### PROBLEM DETAILS
Each line below is to be repeated exactly; any picture is to be left out.

### DATA UNDER STUDY
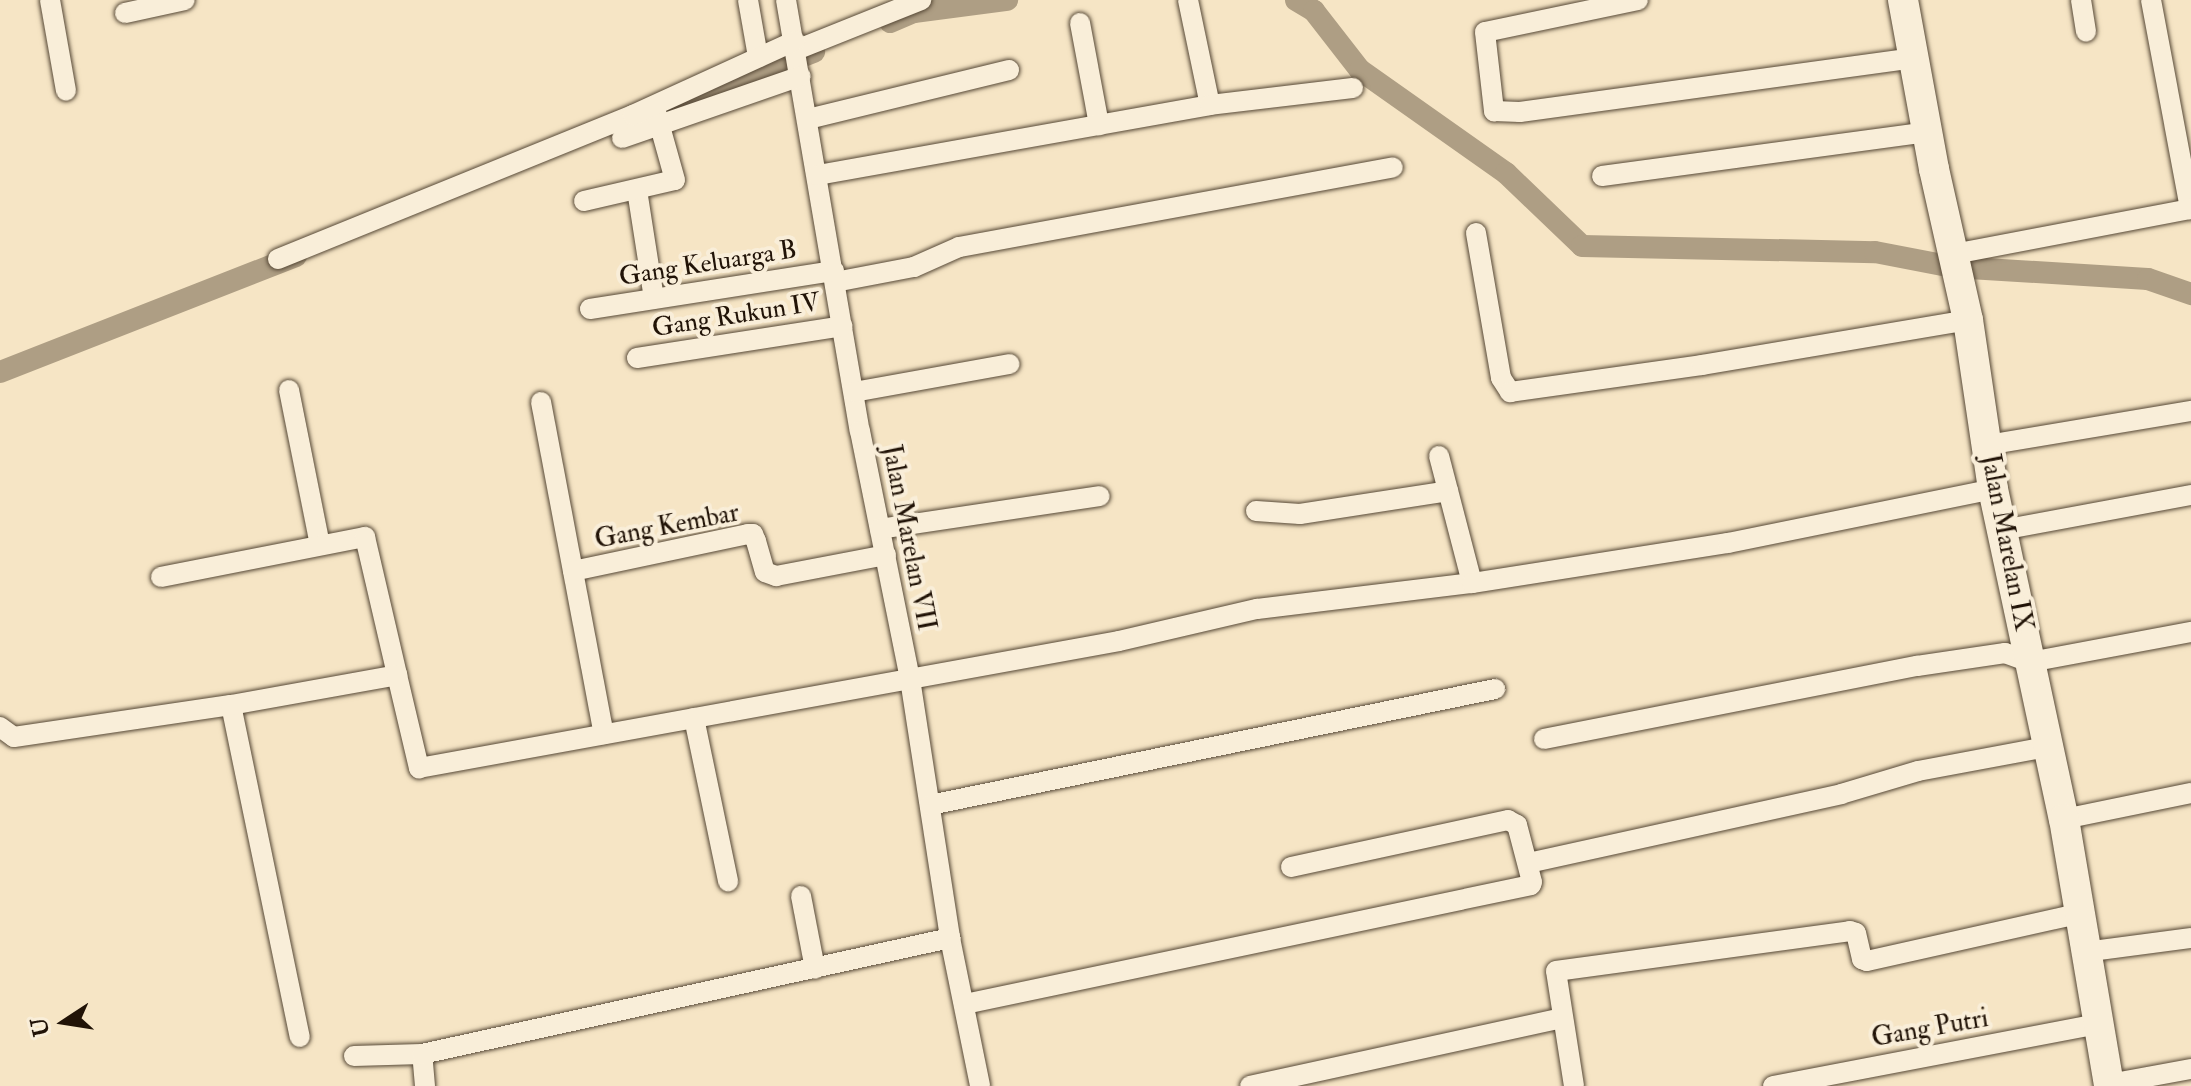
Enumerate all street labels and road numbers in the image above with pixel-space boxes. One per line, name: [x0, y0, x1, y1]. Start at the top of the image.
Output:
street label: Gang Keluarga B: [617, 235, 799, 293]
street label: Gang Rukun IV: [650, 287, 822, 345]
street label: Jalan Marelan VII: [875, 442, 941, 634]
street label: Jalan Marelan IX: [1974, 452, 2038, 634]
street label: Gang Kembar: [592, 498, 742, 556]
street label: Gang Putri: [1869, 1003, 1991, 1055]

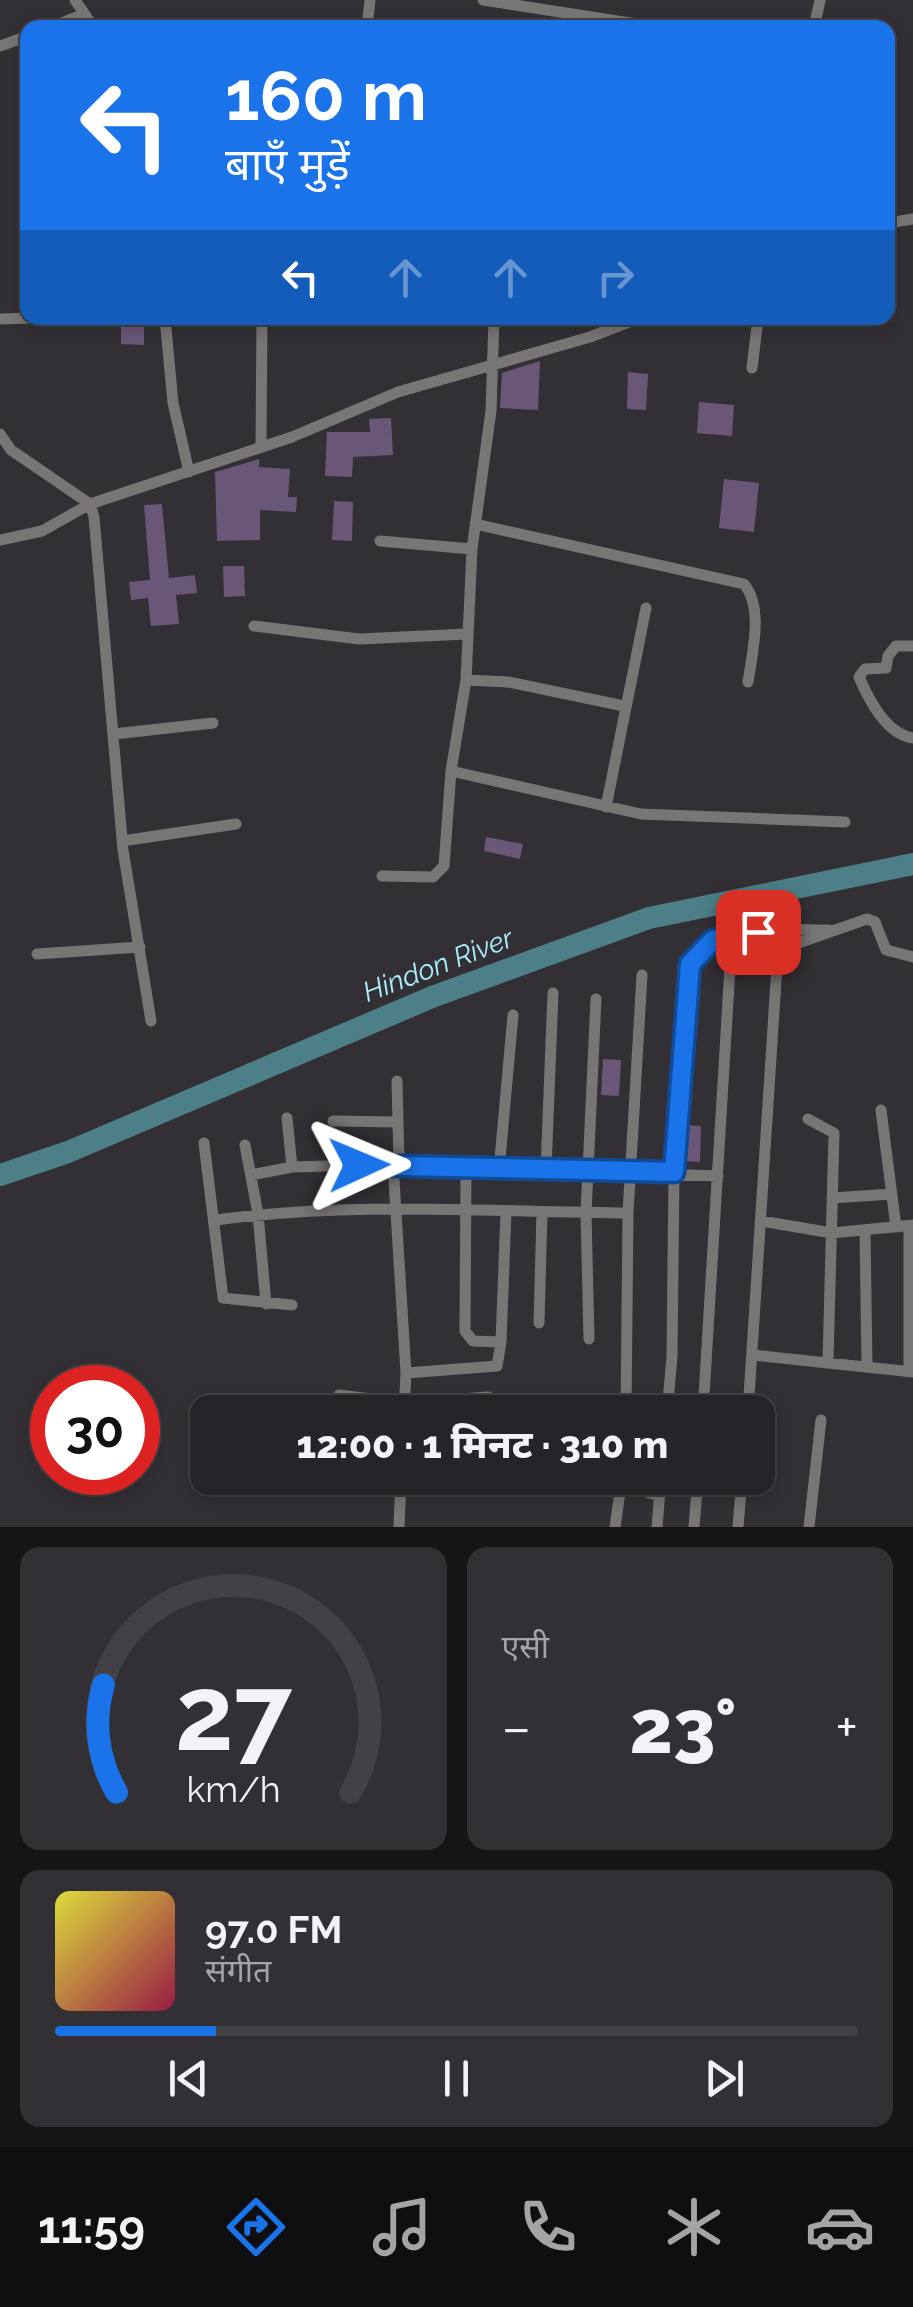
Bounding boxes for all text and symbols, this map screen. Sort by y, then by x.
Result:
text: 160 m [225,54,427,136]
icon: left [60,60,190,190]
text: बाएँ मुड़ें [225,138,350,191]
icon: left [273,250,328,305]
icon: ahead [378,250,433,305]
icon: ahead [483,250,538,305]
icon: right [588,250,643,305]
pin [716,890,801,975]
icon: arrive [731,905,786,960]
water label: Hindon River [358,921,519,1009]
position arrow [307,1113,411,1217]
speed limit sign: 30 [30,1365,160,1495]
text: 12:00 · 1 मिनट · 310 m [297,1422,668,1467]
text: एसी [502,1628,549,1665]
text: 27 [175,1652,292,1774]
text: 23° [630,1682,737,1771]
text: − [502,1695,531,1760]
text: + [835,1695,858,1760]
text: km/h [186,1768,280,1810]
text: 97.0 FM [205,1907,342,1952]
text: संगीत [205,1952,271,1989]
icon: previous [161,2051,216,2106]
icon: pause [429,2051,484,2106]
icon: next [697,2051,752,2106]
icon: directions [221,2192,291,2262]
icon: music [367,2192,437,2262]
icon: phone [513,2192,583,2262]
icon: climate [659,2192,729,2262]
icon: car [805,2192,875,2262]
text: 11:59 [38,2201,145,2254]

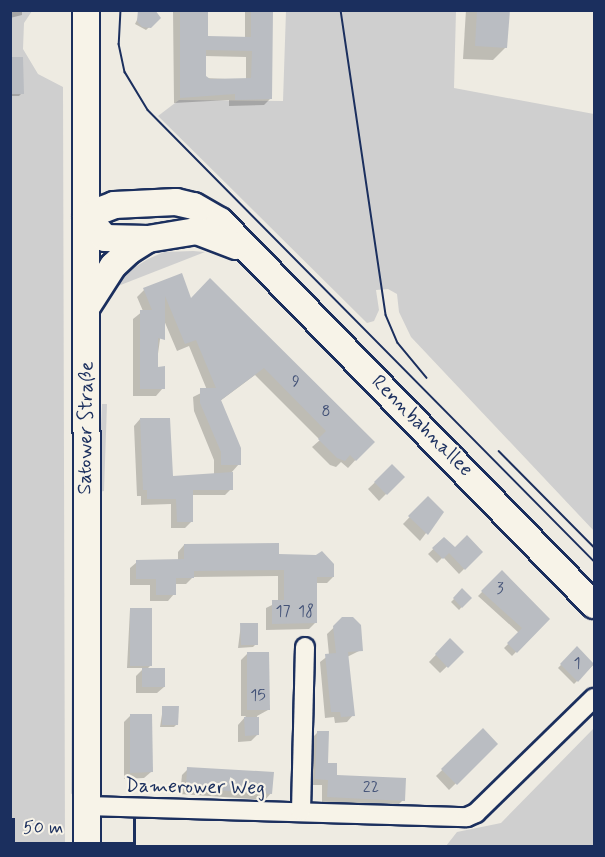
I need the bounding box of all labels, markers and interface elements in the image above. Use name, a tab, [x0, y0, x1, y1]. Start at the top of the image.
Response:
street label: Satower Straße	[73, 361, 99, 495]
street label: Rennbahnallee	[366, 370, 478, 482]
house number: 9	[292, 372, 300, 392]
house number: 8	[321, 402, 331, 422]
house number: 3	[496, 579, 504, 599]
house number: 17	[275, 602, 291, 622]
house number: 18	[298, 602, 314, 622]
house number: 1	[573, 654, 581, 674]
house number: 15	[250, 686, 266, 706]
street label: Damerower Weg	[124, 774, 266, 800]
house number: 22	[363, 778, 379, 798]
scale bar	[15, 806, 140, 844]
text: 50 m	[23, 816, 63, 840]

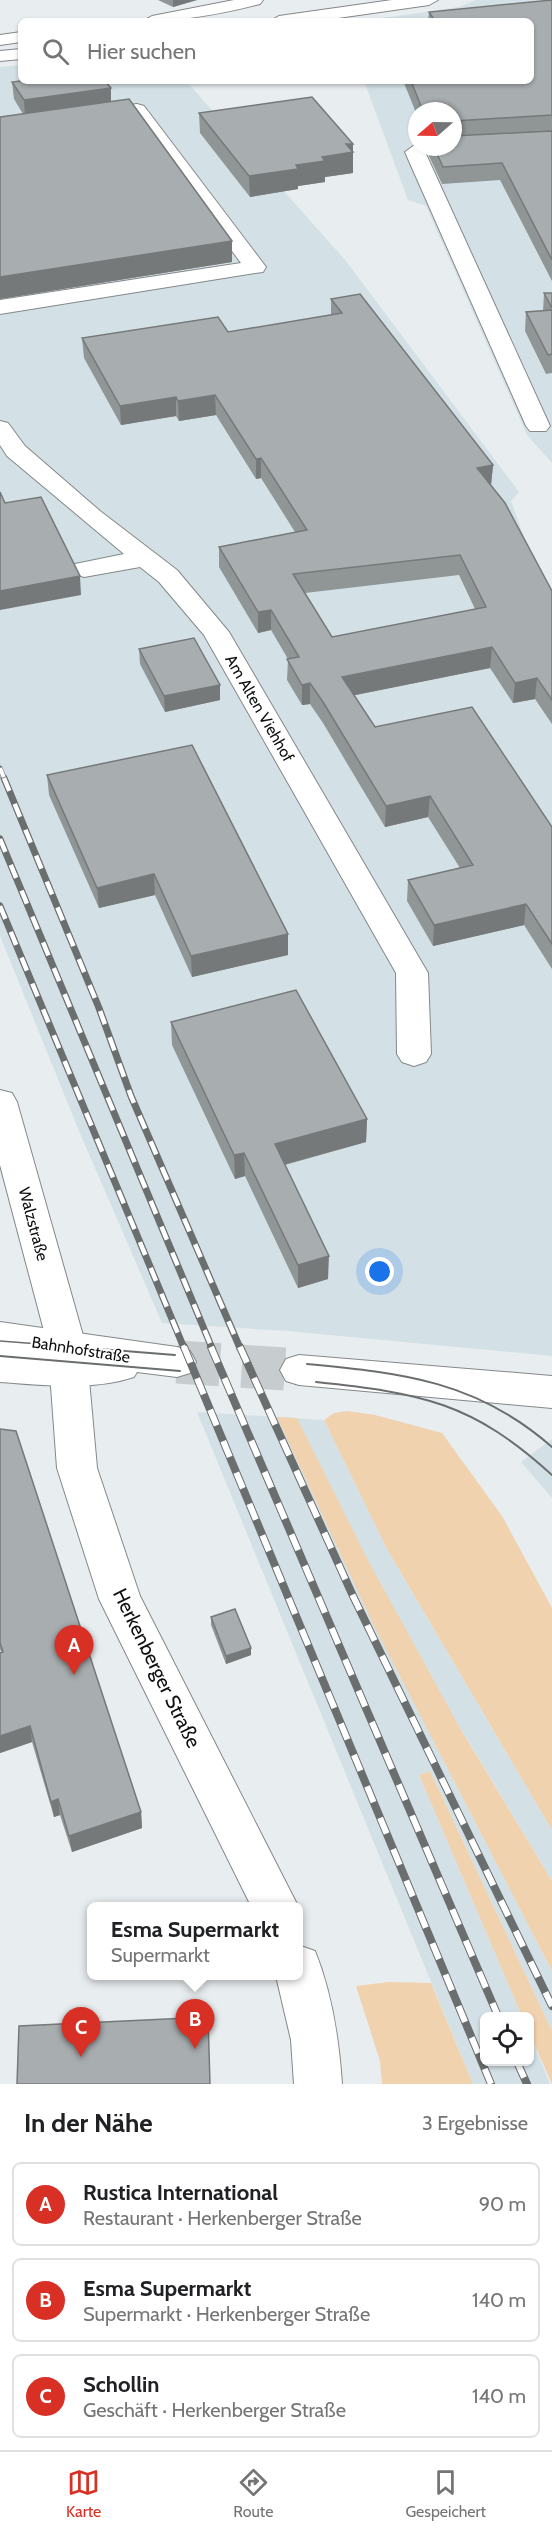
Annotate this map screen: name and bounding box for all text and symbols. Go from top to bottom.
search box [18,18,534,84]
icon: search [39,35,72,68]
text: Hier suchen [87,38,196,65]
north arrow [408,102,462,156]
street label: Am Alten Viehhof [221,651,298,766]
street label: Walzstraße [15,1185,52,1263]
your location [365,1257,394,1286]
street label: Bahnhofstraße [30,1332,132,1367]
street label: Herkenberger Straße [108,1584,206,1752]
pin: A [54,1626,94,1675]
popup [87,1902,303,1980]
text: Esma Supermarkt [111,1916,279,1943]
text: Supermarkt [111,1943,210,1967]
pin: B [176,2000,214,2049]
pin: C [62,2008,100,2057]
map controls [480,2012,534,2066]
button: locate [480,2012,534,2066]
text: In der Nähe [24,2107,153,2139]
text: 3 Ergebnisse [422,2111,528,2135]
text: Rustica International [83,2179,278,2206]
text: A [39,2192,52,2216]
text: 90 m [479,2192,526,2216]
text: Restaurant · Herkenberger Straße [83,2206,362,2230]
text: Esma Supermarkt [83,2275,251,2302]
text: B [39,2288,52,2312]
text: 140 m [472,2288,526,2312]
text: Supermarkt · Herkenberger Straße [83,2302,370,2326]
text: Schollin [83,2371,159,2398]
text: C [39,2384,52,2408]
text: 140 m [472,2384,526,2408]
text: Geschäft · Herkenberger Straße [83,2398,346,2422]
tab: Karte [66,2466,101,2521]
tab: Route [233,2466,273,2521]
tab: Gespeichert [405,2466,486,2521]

### TASK ANSWER
Enumerate all street labels and road numbers in the image above with pixel-space boxes. One per line, name: [x0, y0, x1, y1]. Start at the top of the image.
Output:
street label: Gang Keluarga B: [617, 235, 799, 293]
street label: Gang Rukun IV: [650, 287, 822, 345]
street label: Jalan Marelan VII: [875, 442, 941, 634]
street label: Jalan Marelan IX: [1974, 452, 2038, 634]
street label: Gang Kembar: [592, 498, 742, 556]
street label: Gang Putri: [1869, 1003, 1991, 1055]

Bounding boxes for all text and symbols, this map screen. Sort by y, then by x.
Result:
text: 160 m [225,54,427,136]
icon: left [60,60,190,190]
text: बाएँ मुड़ें [225,138,350,191]
icon: left [273,250,328,305]
icon: ahead [378,250,433,305]
icon: ahead [483,250,538,305]
icon: right [588,250,643,305]
pin [716,890,801,975]
icon: arrive [731,905,786,960]
water label: Hindon River [358,921,519,1009]
position arrow [307,1113,411,1217]
speed limit sign: 30 [30,1365,160,1495]
text: 12:00 · 1 मिनट · 310 m [297,1422,668,1467]
text: एसी [502,1628,549,1665]
text: 27 [175,1652,292,1774]
text: 23° [630,1682,737,1771]
text: − [502,1695,531,1760]
text: + [835,1695,858,1760]
text: km/h [186,1768,280,1810]
text: 97.0 FM [205,1907,342,1952]
text: संगीत [205,1952,271,1989]
icon: previous [161,2051,216,2106]
icon: pause [429,2051,484,2106]
icon: next [697,2051,752,2106]
icon: directions [221,2192,291,2262]
icon: music [367,2192,437,2262]
icon: phone [513,2192,583,2262]
icon: climate [659,2192,729,2262]
icon: car [805,2192,875,2262]
text: 11:59 [38,2201,145,2254]

I need the bounding box of all labels, markers and interface elements in the image above. Use name, a tab, [x0, y0, x1, y1]. Start at the top of the image.
Response:
street label: Satower Straße	[73, 361, 99, 495]
street label: Rennbahnallee	[366, 370, 478, 482]
house number: 9	[292, 372, 300, 392]
house number: 8	[321, 402, 331, 422]
house number: 3	[496, 579, 504, 599]
house number: 17	[275, 602, 291, 622]
house number: 18	[298, 602, 314, 622]
house number: 1	[573, 654, 581, 674]
house number: 15	[250, 686, 266, 706]
street label: Damerower Weg	[124, 774, 266, 800]
house number: 22	[363, 778, 379, 798]
scale bar	[15, 806, 140, 844]
text: 50 m	[23, 816, 63, 840]

Annotate this map screen: name and bounding box for all text and symbols. Go from top to bottom.
search box [18,18,534,84]
icon: search [39,35,72,68]
text: Hier suchen [87,38,196,65]
north arrow [408,102,462,156]
street label: Am Alten Viehhof [221,651,298,766]
street label: Walzstraße [15,1185,52,1263]
your location [365,1257,394,1286]
street label: Bahnhofstraße [30,1332,132,1367]
street label: Herkenberger Straße [108,1584,206,1752]
pin: A [54,1626,94,1675]
popup [87,1902,303,1980]
text: Esma Supermarkt [111,1916,279,1943]
text: Supermarkt [111,1943,210,1967]
pin: B [176,2000,214,2049]
pin: C [62,2008,100,2057]
map controls [480,2012,534,2066]
button: locate [480,2012,534,2066]
text: In der Nähe [24,2107,153,2139]
text: 3 Ergebnisse [422,2111,528,2135]
text: Rustica International [83,2179,278,2206]
text: A [39,2192,52,2216]
text: 90 m [479,2192,526,2216]
text: Restaurant · Herkenberger Straße [83,2206,362,2230]
text: Esma Supermarkt [83,2275,251,2302]
text: B [39,2288,52,2312]
text: 140 m [472,2288,526,2312]
text: Supermarkt · Herkenberger Straße [83,2302,370,2326]
text: Schollin [83,2371,159,2398]
text: C [39,2384,52,2408]
text: 140 m [472,2384,526,2408]
text: Geschäft · Herkenberger Straße [83,2398,346,2422]
tab: Karte [66,2466,101,2521]
tab: Route [233,2466,273,2521]
tab: Gespeichert [405,2466,486,2521]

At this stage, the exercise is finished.